BEGIN
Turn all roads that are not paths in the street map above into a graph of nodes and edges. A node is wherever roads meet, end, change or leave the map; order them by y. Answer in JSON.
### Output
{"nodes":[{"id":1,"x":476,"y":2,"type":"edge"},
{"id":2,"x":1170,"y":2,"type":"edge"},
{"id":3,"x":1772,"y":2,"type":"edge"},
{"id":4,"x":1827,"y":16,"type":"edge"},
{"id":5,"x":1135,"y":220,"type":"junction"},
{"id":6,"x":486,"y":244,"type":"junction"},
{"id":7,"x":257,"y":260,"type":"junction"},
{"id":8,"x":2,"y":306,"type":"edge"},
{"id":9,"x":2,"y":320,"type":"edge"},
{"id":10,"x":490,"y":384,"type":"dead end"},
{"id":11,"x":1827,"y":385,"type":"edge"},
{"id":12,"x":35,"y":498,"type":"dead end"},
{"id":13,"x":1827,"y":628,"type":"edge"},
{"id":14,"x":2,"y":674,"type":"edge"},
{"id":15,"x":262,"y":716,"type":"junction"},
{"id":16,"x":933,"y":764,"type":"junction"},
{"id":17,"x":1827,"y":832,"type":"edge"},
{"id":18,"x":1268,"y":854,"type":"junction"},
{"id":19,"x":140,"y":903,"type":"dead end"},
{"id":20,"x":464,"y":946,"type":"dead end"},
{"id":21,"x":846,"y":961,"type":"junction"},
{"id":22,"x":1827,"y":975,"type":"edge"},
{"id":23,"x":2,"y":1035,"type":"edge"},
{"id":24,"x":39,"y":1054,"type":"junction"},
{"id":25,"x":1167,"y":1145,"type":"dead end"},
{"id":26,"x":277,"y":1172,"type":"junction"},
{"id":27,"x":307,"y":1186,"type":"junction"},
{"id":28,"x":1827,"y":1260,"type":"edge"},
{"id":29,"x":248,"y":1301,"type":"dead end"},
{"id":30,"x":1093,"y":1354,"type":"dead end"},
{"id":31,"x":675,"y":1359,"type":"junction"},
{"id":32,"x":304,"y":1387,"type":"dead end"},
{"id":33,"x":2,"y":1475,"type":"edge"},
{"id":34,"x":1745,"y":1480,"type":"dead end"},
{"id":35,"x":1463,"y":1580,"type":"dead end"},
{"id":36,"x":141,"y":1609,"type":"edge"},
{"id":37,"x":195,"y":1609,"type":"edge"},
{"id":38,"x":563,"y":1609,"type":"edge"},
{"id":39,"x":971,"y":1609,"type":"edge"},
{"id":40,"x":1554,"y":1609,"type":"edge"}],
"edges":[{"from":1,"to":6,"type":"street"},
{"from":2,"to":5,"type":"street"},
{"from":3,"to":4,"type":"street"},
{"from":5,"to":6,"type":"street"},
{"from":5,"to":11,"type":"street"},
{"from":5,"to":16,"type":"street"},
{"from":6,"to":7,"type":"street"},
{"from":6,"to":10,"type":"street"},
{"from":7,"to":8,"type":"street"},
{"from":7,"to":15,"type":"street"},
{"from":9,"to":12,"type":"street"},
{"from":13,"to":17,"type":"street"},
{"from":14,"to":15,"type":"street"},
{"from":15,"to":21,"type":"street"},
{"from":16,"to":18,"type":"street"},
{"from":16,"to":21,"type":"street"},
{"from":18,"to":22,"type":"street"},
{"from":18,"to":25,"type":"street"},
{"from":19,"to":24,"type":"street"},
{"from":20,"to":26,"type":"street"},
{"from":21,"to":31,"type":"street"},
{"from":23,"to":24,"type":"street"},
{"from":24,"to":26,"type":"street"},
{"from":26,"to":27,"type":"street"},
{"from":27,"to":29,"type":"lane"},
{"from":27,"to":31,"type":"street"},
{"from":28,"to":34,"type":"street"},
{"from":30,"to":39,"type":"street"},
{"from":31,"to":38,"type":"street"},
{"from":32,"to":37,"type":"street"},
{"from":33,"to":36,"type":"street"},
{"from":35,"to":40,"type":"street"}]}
END
_YOUR INSTRUCTIONS_: Which lines above carry the string "edges"? Copy those lines.

_OUTPUT OF THE EXERCISE_:
Turn all roads that are not paths in the street map above into a graph of nodes and edges. A node is wherever roads meet, end, change or leave the map; order them by y. Answer in JSON.
"edges":[{"from":1,"to":6,"type":"street"},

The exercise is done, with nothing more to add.